Just as he was about to move on to his assessment and plan for the female patient being discussed, his phone rang.  “Oh, you’ll have to excuse me from rounds for a minute, the nurse for room 862 is saying that the patient is hypotensive, tachycardic, and schvitzing all over the place,” he said as he took off in a hurry.

Dr. Sarah Steinkatz, the supervising resident on the team, began kvetching about her intern, “that mashugana loves to take off like that,” shaking her head in disapproval.  She turned to her medical student, who had just returned from schlepping STAT blood cultures down to the microbiology lab, and said, “Ah, Eric, why don’t you pick up the presentation where David left off?”  Eric, known by his classmates for his unique chutzpah on rounds, gladly summarized, “This a 63-year-old mensch with a history of diabetes and hypertension who presented with shortness of breath and was transferred from the floor for hypoxic respiratory failure.”

The decision by LCHAIM to standardize the use of Yiddish among medical professionals was applauded by members of the local Jewish community, who believe it will significantly improve doctor-patient communication.

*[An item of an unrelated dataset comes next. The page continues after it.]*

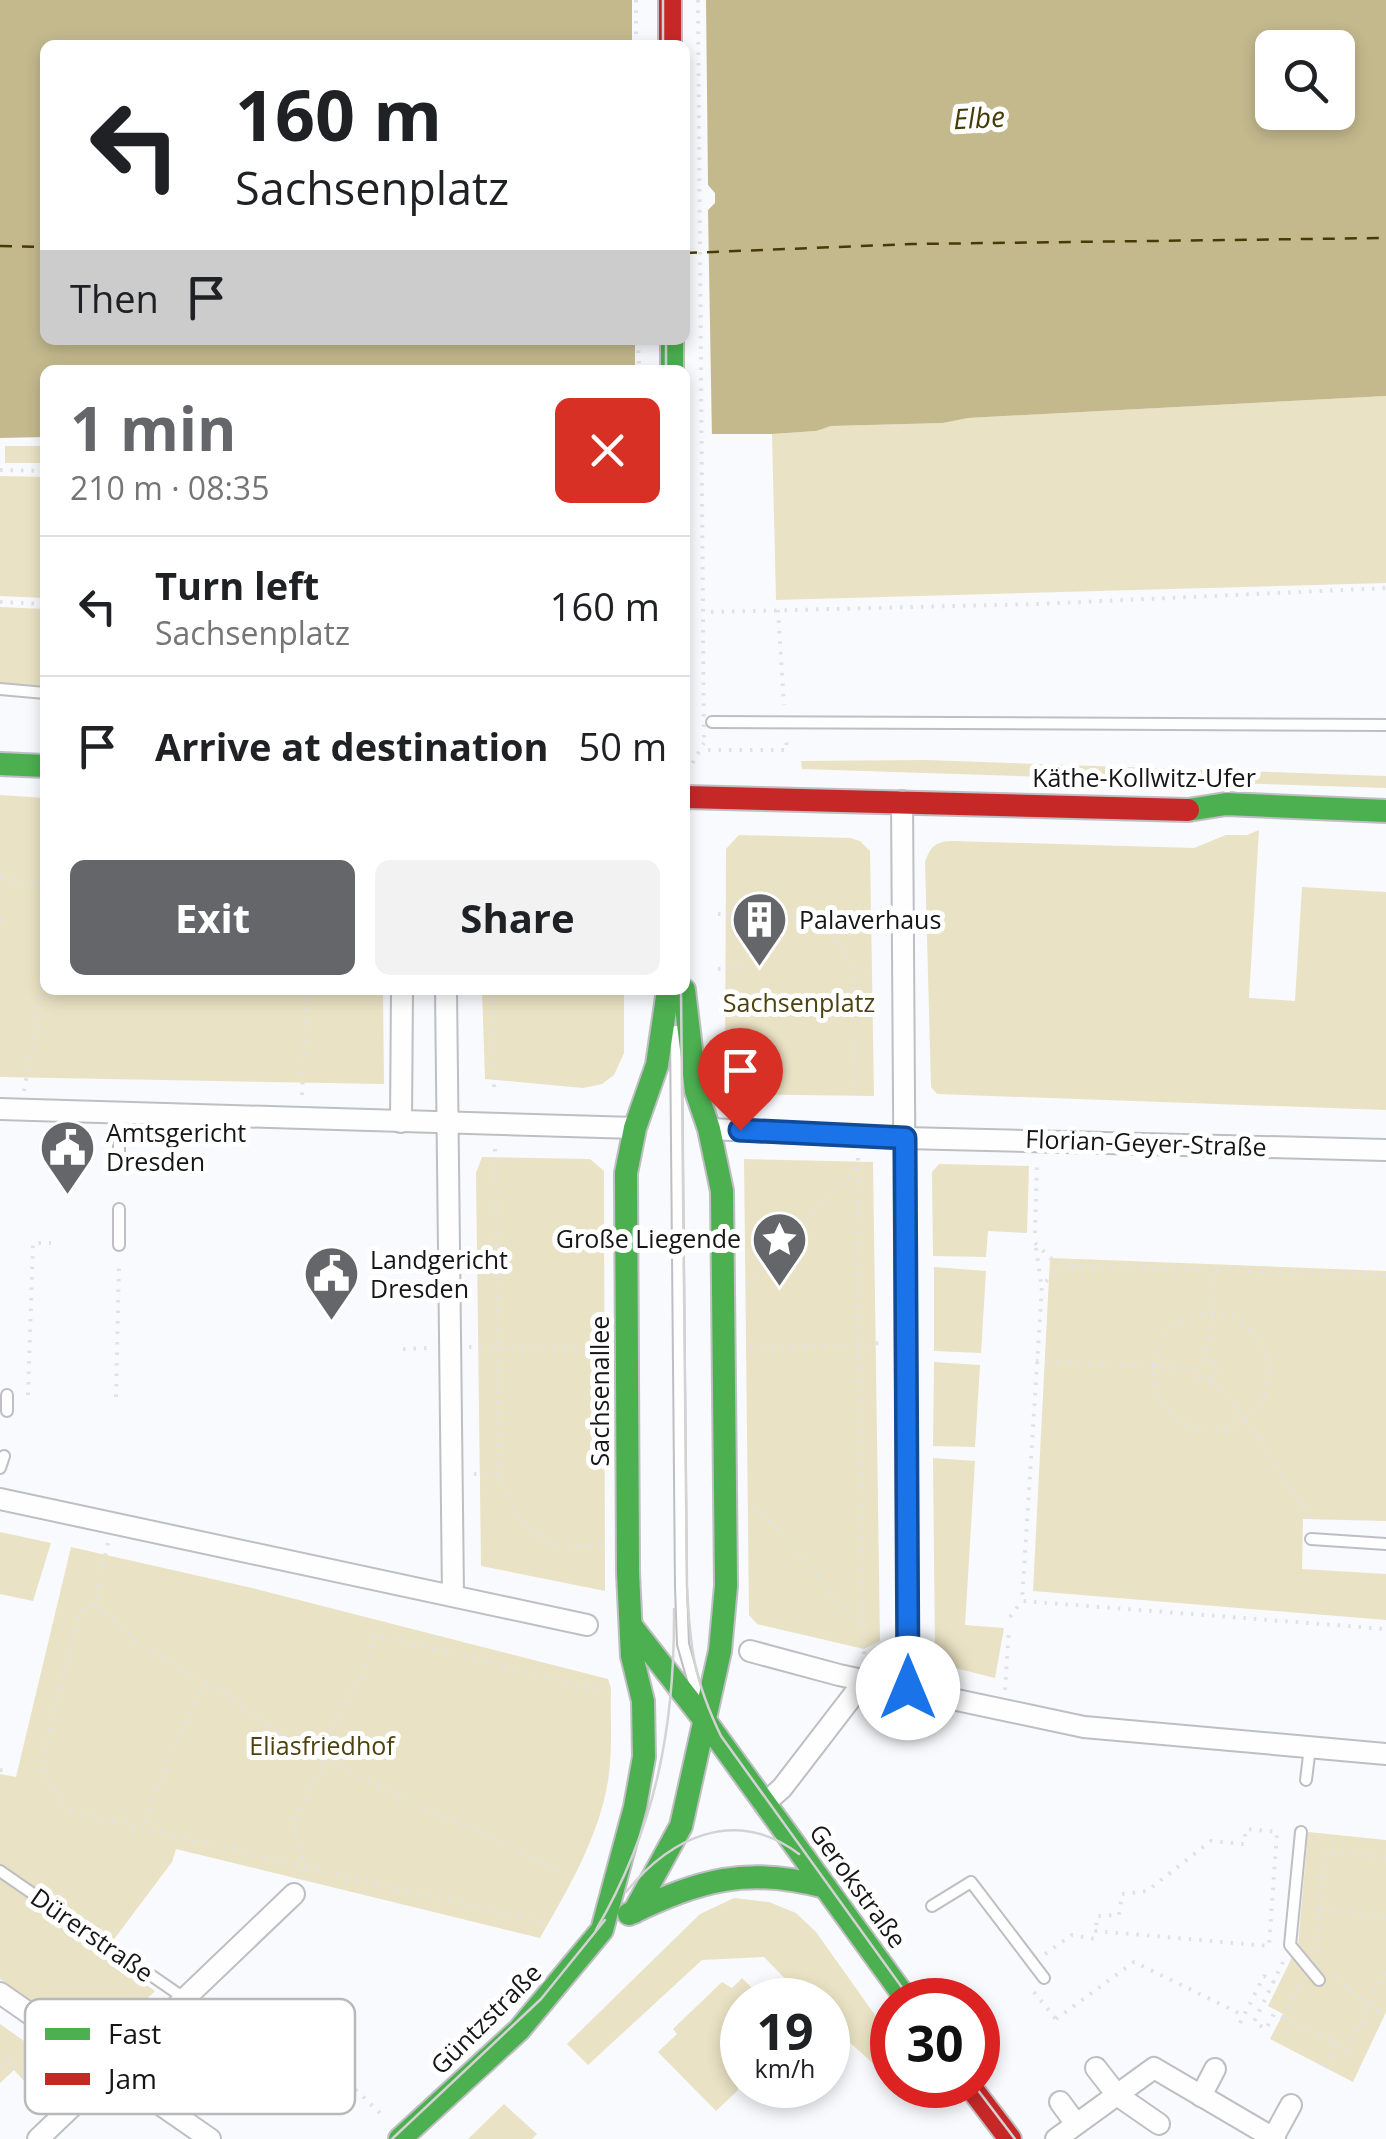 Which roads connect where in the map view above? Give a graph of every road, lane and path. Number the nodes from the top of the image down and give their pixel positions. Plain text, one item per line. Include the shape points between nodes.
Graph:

Ethel Lipschitz, president of her local Jewish community center in Houston, TX, remarked how much clearer discussions on patient-centered rounds had now become.  “I used to get so verklempt when my doctors would use words like ‘diuresis’ or ‘acute on chronic CHF’’, she commented, the 3 other women at the Mah-Jongg table nodding in agreement. “Now the whole team enters my hospital room, we kibitz for a few minutes about the day’s plans, and then they let me get back to my schmaltz,” the newest item on the high-calorie diet for patients with failure to thrive.

Back at the Hospital of the University of Pennsylvania, Dr. Weinberger was heard across the nurses station having a conniption.  “This consult note doesn’t have a single real word in it!  Those ortho schmucks are a real pain in the tuches!”